▶ **Instructions to follow**
Write the listing out again in full. Every character must match.

════════

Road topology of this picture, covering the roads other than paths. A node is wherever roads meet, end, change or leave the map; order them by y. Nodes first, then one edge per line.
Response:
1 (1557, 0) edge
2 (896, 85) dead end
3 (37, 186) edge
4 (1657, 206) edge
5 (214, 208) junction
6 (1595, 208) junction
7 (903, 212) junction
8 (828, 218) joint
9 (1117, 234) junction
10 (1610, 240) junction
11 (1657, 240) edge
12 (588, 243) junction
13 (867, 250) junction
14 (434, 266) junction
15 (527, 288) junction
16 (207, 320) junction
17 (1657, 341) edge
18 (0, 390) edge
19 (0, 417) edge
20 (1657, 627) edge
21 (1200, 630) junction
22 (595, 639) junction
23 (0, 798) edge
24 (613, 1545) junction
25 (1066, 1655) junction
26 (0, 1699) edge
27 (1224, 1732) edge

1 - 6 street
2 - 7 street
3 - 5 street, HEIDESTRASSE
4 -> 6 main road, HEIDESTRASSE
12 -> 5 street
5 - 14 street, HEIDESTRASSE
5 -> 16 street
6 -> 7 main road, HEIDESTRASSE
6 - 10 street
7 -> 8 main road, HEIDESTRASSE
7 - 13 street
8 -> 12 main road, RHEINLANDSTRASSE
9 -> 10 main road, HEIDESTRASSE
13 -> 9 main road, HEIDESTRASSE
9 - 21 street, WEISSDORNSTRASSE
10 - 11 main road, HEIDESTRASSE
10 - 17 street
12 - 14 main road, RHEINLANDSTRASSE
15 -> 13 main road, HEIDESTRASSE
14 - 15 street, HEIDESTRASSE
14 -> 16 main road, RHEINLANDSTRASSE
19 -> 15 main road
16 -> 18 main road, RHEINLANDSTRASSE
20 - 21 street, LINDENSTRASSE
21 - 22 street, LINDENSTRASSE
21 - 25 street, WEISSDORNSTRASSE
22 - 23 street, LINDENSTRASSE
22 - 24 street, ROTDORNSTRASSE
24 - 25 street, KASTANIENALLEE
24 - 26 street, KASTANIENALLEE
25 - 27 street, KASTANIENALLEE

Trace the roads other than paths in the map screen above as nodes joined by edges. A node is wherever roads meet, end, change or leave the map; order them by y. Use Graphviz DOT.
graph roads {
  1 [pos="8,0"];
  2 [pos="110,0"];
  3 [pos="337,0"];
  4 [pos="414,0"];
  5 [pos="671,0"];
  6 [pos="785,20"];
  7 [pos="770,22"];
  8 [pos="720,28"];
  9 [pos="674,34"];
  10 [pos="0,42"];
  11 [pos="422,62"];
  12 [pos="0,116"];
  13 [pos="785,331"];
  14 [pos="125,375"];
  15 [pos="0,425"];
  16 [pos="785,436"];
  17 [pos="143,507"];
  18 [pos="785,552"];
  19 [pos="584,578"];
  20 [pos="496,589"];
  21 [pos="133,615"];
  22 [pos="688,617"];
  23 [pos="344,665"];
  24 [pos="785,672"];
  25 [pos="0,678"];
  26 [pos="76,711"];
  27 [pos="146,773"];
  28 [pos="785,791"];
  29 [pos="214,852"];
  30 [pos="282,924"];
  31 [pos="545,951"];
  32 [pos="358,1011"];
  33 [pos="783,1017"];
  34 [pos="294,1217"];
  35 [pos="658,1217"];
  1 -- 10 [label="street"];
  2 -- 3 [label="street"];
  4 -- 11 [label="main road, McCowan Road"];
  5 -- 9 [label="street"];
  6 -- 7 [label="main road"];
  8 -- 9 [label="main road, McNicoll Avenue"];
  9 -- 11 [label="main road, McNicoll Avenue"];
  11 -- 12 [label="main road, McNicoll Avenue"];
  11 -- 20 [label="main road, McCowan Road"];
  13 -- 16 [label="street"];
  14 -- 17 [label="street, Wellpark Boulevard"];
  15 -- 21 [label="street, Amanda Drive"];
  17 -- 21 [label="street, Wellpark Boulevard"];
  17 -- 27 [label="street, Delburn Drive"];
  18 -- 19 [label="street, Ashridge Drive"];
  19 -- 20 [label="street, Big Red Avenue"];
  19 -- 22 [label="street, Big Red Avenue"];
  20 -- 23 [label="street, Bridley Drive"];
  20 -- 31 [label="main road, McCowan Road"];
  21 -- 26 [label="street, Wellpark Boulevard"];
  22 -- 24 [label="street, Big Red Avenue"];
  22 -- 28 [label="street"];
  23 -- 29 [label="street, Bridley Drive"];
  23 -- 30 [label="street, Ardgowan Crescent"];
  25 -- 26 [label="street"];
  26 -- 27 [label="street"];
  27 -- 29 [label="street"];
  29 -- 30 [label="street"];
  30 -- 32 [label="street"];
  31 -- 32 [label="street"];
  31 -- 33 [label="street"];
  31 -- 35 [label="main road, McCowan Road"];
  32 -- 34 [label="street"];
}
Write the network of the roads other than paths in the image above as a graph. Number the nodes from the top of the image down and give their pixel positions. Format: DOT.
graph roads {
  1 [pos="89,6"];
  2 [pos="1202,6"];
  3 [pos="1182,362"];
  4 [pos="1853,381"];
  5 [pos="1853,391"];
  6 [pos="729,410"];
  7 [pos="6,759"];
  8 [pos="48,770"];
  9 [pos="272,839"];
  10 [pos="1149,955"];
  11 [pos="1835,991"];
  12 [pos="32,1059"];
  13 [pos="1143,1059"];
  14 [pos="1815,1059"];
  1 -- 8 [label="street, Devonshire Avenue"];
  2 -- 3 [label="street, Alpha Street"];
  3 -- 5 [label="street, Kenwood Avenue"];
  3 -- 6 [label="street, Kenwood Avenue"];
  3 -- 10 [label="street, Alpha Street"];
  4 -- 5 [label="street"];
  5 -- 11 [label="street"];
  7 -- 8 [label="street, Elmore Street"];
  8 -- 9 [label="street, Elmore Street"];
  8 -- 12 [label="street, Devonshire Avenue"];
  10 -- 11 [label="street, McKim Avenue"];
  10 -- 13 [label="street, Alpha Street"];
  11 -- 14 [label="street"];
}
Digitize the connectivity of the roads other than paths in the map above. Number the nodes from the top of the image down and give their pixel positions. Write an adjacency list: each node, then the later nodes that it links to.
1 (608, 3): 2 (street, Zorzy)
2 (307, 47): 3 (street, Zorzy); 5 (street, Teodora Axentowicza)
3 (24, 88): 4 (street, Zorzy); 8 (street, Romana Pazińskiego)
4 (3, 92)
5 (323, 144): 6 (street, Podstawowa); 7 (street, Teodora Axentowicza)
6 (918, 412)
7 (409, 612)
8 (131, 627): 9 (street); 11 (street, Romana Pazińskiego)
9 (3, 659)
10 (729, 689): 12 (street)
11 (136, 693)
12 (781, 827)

════════

▶ **Response**
Road topology of this picture, covering the roads other than paths. A node is wherever roads meet, end, change or leave the map; order them by y. Nodes first, then one edge per line.
Response:
1 (1557, 0) edge
2 (896, 85) dead end
3 (37, 186) edge
4 (1657, 206) edge
5 (214, 208) junction
6 (1595, 208) junction
7 (903, 212) junction
8 (828, 218) joint
9 (1117, 234) junction
10 (1610, 240) junction
11 (1657, 240) edge
12 (588, 243) junction
13 (867, 250) junction
14 (434, 266) junction
15 (527, 288) junction
16 (207, 320) junction
17 (1657, 341) edge
18 (0, 390) edge
19 (0, 417) edge
20 (1657, 627) edge
21 (1200, 630) junction
22 (595, 639) junction
23 (0, 798) edge
24 (613, 1545) junction
25 (1066, 1655) junction
26 (0, 1699) edge
27 (1224, 1732) edge

1 - 6 street
2 - 7 street
3 - 5 street, HEIDESTRASSE
4 -> 6 main road, HEIDESTRASSE
12 -> 5 street
5 - 14 street, HEIDESTRASSE
5 -> 16 street
6 -> 7 main road, HEIDESTRASSE
6 - 10 street
7 -> 8 main road, HEIDESTRASSE
7 - 13 street
8 -> 12 main road, RHEINLANDSTRASSE
9 -> 10 main road, HEIDESTRASSE
13 -> 9 main road, HEIDESTRASSE
9 - 21 street, WEISSDORNSTRASSE
10 - 11 main road, HEIDESTRASSE
10 - 17 street
12 - 14 main road, RHEINLANDSTRASSE
15 -> 13 main road, HEIDESTRASSE
14 - 15 street, HEIDESTRASSE
14 -> 16 main road, RHEINLANDSTRASSE
19 -> 15 main road
16 -> 18 main road, RHEINLANDSTRASSE
20 - 21 street, LINDENSTRASSE
21 - 22 street, LINDENSTRASSE
21 - 25 street, WEISSDORNSTRASSE
22 - 23 street, LINDENSTRASSE
22 - 24 street, ROTDORNSTRASSE
24 - 25 street, KASTANIENALLEE
24 - 26 street, KASTANIENALLEE
25 - 27 street, KASTANIENALLEE

Trace the roads other than paths in the map screen above as nodes joined by edges. A node is wherever roads meet, end, change or leave the map; order them by y. Use Graphviz DOT.
graph roads {
  1 [pos="8,0"];
  2 [pos="110,0"];
  3 [pos="337,0"];
  4 [pos="414,0"];
  5 [pos="671,0"];
  6 [pos="785,20"];
  7 [pos="770,22"];
  8 [pos="720,28"];
  9 [pos="674,34"];
  10 [pos="0,42"];
  11 [pos="422,62"];
  12 [pos="0,116"];
  13 [pos="785,331"];
  14 [pos="125,375"];
  15 [pos="0,425"];
  16 [pos="785,436"];
  17 [pos="143,507"];
  18 [pos="785,552"];
  19 [pos="584,578"];
  20 [pos="496,589"];
  21 [pos="133,615"];
  22 [pos="688,617"];
  23 [pos="344,665"];
  24 [pos="785,672"];
  25 [pos="0,678"];
  26 [pos="76,711"];
  27 [pos="146,773"];
  28 [pos="785,791"];
  29 [pos="214,852"];
  30 [pos="282,924"];
  31 [pos="545,951"];
  32 [pos="358,1011"];
  33 [pos="783,1017"];
  34 [pos="294,1217"];
  35 [pos="658,1217"];
  1 -- 10 [label="street"];
  2 -- 3 [label="street"];
  4 -- 11 [label="main road, McCowan Road"];
  5 -- 9 [label="street"];
  6 -- 7 [label="main road"];
  8 -- 9 [label="main road, McNicoll Avenue"];
  9 -- 11 [label="main road, McNicoll Avenue"];
  11 -- 12 [label="main road, McNicoll Avenue"];
  11 -- 20 [label="main road, McCowan Road"];
  13 -- 16 [label="street"];
  14 -- 17 [label="street, Wellpark Boulevard"];
  15 -- 21 [label="street, Amanda Drive"];
  17 -- 21 [label="street, Wellpark Boulevard"];
  17 -- 27 [label="street, Delburn Drive"];
  18 -- 19 [label="street, Ashridge Drive"];
  19 -- 20 [label="street, Big Red Avenue"];
  19 -- 22 [label="street, Big Red Avenue"];
  20 -- 23 [label="street, Bridley Drive"];
  20 -- 31 [label="main road, McCowan Road"];
  21 -- 26 [label="street, Wellpark Boulevard"];
  22 -- 24 [label="street, Big Red Avenue"];
  22 -- 28 [label="street"];
  23 -- 29 [label="street, Bridley Drive"];
  23 -- 30 [label="street, Ardgowan Crescent"];
  25 -- 26 [label="street"];
  26 -- 27 [label="street"];
  27 -- 29 [label="street"];
  29 -- 30 [label="street"];
  30 -- 32 [label="street"];
  31 -- 32 [label="street"];
  31 -- 33 [label="street"];
  31 -- 35 [label="main road, McCowan Road"];
  32 -- 34 [label="street"];
}
Write the network of the roads other than paths in the image above as a graph. Number the nodes from the top of the image down and give their pixel positions. Format: DOT.
graph roads {
  1 [pos="89,6"];
  2 [pos="1202,6"];
  3 [pos="1182,362"];
  4 [pos="1853,381"];
  5 [pos="1853,391"];
  6 [pos="729,410"];
  7 [pos="6,759"];
  8 [pos="48,770"];
  9 [pos="272,839"];
  10 [pos="1149,955"];
  11 [pos="1835,991"];
  12 [pos="32,1059"];
  13 [pos="1143,1059"];
  14 [pos="1815,1059"];
  1 -- 8 [label="street, Devonshire Avenue"];
  2 -- 3 [label="street, Alpha Street"];
  3 -- 5 [label="street, Kenwood Avenue"];
  3 -- 6 [label="street, Kenwood Avenue"];
  3 -- 10 [label="street, Alpha Street"];
  4 -- 5 [label="street"];
  5 -- 11 [label="street"];
  7 -- 8 [label="street, Elmore Street"];
  8 -- 9 [label="street, Elmore Street"];
  8 -- 12 [label="street, Devonshire Avenue"];
  10 -- 11 [label="street, McKim Avenue"];
  10 -- 13 [label="street, Alpha Street"];
  11 -- 14 [label="street"];
}
Digitize the connectivity of the roads other than paths in the map above. Number the nodes from the top of the image down and give their pixel positions. Write an adjacency list: each node, then the later nodes that it links to.
1 (608, 3): 2 (street, Zorzy)
2 (307, 47): 3 (street, Zorzy); 5 (street, Teodora Axentowicza)
3 (24, 88): 4 (street, Zorzy); 8 (street, Romana Pazińskiego)
4 (3, 92)
5 (323, 144): 6 (street, Podstawowa); 7 (street, Teodora Axentowicza)
6 (918, 412)
7 (409, 612)
8 (131, 627): 9 (street); 11 (street, Romana Pazińskiego)
9 (3, 659)
10 (729, 689): 12 (street)
11 (136, 693)
12 (781, 827)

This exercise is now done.